_Work task_:
The entries below must be returned exactly as they stand.
==== Exercise material ====
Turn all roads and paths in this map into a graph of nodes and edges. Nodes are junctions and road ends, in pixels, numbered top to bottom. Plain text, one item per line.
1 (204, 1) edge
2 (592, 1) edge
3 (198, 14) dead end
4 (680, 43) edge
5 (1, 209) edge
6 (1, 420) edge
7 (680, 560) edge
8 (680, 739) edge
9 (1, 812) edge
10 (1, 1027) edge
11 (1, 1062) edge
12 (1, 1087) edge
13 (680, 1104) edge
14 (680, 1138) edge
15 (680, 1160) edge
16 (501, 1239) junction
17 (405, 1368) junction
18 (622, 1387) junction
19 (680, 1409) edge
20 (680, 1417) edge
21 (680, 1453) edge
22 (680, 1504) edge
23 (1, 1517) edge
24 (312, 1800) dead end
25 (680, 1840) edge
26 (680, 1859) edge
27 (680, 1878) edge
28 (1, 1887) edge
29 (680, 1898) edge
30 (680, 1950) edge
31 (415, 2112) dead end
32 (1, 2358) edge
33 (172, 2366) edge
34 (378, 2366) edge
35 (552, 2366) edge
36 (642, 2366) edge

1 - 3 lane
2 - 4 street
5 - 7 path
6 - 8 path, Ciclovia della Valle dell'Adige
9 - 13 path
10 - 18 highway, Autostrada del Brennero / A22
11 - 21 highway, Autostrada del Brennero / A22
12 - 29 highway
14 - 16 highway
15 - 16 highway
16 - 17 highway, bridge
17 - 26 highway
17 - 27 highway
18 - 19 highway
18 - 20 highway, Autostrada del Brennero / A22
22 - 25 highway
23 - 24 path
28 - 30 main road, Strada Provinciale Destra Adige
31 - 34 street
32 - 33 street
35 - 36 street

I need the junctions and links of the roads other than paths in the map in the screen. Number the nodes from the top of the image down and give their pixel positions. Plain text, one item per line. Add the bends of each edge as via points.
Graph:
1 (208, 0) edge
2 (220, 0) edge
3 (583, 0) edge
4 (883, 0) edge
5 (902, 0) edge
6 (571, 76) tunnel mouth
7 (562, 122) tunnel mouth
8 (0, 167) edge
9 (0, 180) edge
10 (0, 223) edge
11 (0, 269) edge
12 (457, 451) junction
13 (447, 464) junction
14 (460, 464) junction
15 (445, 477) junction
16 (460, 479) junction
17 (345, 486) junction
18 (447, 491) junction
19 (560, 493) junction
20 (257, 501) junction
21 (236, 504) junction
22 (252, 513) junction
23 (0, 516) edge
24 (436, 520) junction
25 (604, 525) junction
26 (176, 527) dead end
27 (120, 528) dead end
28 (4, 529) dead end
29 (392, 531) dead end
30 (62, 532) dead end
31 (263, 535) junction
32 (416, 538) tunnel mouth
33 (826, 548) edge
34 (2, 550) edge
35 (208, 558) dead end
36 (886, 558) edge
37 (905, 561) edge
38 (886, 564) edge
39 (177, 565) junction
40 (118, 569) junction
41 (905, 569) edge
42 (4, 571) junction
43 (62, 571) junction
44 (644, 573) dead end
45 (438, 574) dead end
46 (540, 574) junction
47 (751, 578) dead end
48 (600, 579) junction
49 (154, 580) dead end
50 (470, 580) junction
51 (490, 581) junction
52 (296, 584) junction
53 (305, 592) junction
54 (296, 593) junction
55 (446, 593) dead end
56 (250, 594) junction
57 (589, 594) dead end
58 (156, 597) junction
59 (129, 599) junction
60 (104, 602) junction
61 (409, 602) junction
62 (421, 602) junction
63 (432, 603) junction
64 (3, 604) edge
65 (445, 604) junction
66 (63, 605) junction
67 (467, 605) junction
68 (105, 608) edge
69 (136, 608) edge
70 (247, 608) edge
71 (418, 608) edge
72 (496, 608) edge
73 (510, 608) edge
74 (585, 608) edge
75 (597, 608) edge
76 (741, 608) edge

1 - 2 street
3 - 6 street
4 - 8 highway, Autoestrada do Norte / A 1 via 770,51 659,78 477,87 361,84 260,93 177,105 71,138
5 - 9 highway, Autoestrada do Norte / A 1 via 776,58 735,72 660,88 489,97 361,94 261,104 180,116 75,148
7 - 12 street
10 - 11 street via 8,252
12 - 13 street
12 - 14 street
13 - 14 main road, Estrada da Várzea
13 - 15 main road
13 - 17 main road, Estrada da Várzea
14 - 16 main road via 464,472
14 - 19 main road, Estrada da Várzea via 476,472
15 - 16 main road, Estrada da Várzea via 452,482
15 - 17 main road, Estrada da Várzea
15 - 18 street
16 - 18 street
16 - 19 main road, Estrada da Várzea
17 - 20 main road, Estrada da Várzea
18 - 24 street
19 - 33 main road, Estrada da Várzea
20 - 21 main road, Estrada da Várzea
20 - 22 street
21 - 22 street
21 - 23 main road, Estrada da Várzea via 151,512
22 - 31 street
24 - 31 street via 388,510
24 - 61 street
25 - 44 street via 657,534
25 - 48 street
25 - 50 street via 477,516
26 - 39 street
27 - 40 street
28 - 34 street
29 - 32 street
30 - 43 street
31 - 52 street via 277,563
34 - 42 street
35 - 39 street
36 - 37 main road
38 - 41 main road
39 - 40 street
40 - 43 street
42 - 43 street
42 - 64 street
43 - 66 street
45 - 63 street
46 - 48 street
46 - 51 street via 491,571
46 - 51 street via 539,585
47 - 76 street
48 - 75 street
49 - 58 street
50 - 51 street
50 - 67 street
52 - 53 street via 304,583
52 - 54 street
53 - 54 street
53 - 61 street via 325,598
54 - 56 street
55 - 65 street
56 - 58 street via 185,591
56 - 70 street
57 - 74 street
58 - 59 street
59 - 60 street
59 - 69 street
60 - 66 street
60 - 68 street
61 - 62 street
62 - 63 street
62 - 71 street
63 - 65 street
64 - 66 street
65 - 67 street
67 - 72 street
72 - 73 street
====
_Answer to the problem_:
Turn all roads and paths in this map into a graph of nodes and edges. Nodes are junctions and road ends, in pixels, numbered top to bottom. Plain text, one item per line.
1 (204, 1) edge
2 (592, 1) edge
3 (198, 14) dead end
4 (680, 43) edge
5 (1, 209) edge
6 (1, 420) edge
7 (680, 560) edge
8 (680, 739) edge
9 (1, 812) edge
10 (1, 1027) edge
11 (1, 1062) edge
12 (1, 1087) edge
13 (680, 1104) edge
14 (680, 1138) edge
15 (680, 1160) edge
16 (501, 1239) junction
17 (405, 1368) junction
18 (622, 1387) junction
19 (680, 1409) edge
20 (680, 1417) edge
21 (680, 1453) edge
22 (680, 1504) edge
23 (1, 1517) edge
24 (312, 1800) dead end
25 (680, 1840) edge
26 (680, 1859) edge
27 (680, 1878) edge
28 (1, 1887) edge
29 (680, 1898) edge
30 (680, 1950) edge
31 (415, 2112) dead end
32 (1, 2358) edge
33 (172, 2366) edge
34 (378, 2366) edge
35 (552, 2366) edge
36 (642, 2366) edge

1 - 3 lane
2 - 4 street
5 - 7 path
6 - 8 path, Ciclovia della Valle dell'Adige
9 - 13 path
10 - 18 highway, Autostrada del Brennero / A22
11 - 21 highway, Autostrada del Brennero / A22
12 - 29 highway
14 - 16 highway
15 - 16 highway
16 - 17 highway, bridge
17 - 26 highway
17 - 27 highway
18 - 19 highway
18 - 20 highway, Autostrada del Brennero / A22
22 - 25 highway
23 - 24 path
28 - 30 main road, Strada Provinciale Destra Adige
31 - 34 street
32 - 33 street
35 - 36 street

I need the junctions and links of the roads other than paths in the map in the screen. Number the nodes from the top of the image down and give their pixel positions. Plain text, one item per line. Add the bends of each edge as via points.
Graph:
1 (208, 0) edge
2 (220, 0) edge
3 (583, 0) edge
4 (883, 0) edge
5 (902, 0) edge
6 (571, 76) tunnel mouth
7 (562, 122) tunnel mouth
8 (0, 167) edge
9 (0, 180) edge
10 (0, 223) edge
11 (0, 269) edge
12 (457, 451) junction
13 (447, 464) junction
14 (460, 464) junction
15 (445, 477) junction
16 (460, 479) junction
17 (345, 486) junction
18 (447, 491) junction
19 (560, 493) junction
20 (257, 501) junction
21 (236, 504) junction
22 (252, 513) junction
23 (0, 516) edge
24 (436, 520) junction
25 (604, 525) junction
26 (176, 527) dead end
27 (120, 528) dead end
28 (4, 529) dead end
29 (392, 531) dead end
30 (62, 532) dead end
31 (263, 535) junction
32 (416, 538) tunnel mouth
33 (826, 548) edge
34 (2, 550) edge
35 (208, 558) dead end
36 (886, 558) edge
37 (905, 561) edge
38 (886, 564) edge
39 (177, 565) junction
40 (118, 569) junction
41 (905, 569) edge
42 (4, 571) junction
43 (62, 571) junction
44 (644, 573) dead end
45 (438, 574) dead end
46 (540, 574) junction
47 (751, 578) dead end
48 (600, 579) junction
49 (154, 580) dead end
50 (470, 580) junction
51 (490, 581) junction
52 (296, 584) junction
53 (305, 592) junction
54 (296, 593) junction
55 (446, 593) dead end
56 (250, 594) junction
57 (589, 594) dead end
58 (156, 597) junction
59 (129, 599) junction
60 (104, 602) junction
61 (409, 602) junction
62 (421, 602) junction
63 (432, 603) junction
64 (3, 604) edge
65 (445, 604) junction
66 (63, 605) junction
67 (467, 605) junction
68 (105, 608) edge
69 (136, 608) edge
70 (247, 608) edge
71 (418, 608) edge
72 (496, 608) edge
73 (510, 608) edge
74 (585, 608) edge
75 (597, 608) edge
76 (741, 608) edge

1 - 2 street
3 - 6 street
4 - 8 highway, Autoestrada do Norte / A 1 via 770,51 659,78 477,87 361,84 260,93 177,105 71,138
5 - 9 highway, Autoestrada do Norte / A 1 via 776,58 735,72 660,88 489,97 361,94 261,104 180,116 75,148
7 - 12 street
10 - 11 street via 8,252
12 - 13 street
12 - 14 street
13 - 14 main road, Estrada da Várzea
13 - 15 main road
13 - 17 main road, Estrada da Várzea
14 - 16 main road via 464,472
14 - 19 main road, Estrada da Várzea via 476,472
15 - 16 main road, Estrada da Várzea via 452,482
15 - 17 main road, Estrada da Várzea
15 - 18 street
16 - 18 street
16 - 19 main road, Estrada da Várzea
17 - 20 main road, Estrada da Várzea
18 - 24 street
19 - 33 main road, Estrada da Várzea
20 - 21 main road, Estrada da Várzea
20 - 22 street
21 - 22 street
21 - 23 main road, Estrada da Várzea via 151,512
22 - 31 street
24 - 31 street via 388,510
24 - 61 street
25 - 44 street via 657,534
25 - 48 street
25 - 50 street via 477,516
26 - 39 street
27 - 40 street
28 - 34 street
29 - 32 street
30 - 43 street
31 - 52 street via 277,563
34 - 42 street
35 - 39 street
36 - 37 main road
38 - 41 main road
39 - 40 street
40 - 43 street
42 - 43 street
42 - 64 street
43 - 66 street
45 - 63 street
46 - 48 street
46 - 51 street via 491,571
46 - 51 street via 539,585
47 - 76 street
48 - 75 street
49 - 58 street
50 - 51 street
50 - 67 street
52 - 53 street via 304,583
52 - 54 street
53 - 54 street
53 - 61 street via 325,598
54 - 56 street
55 - 65 street
56 - 58 street via 185,591
56 - 70 street
57 - 74 street
58 - 59 street
59 - 60 street
59 - 69 street
60 - 66 street
60 - 68 street
61 - 62 street
62 - 63 street
62 - 71 street
63 - 65 street
64 - 66 street
65 - 67 street
67 - 72 street
72 - 73 street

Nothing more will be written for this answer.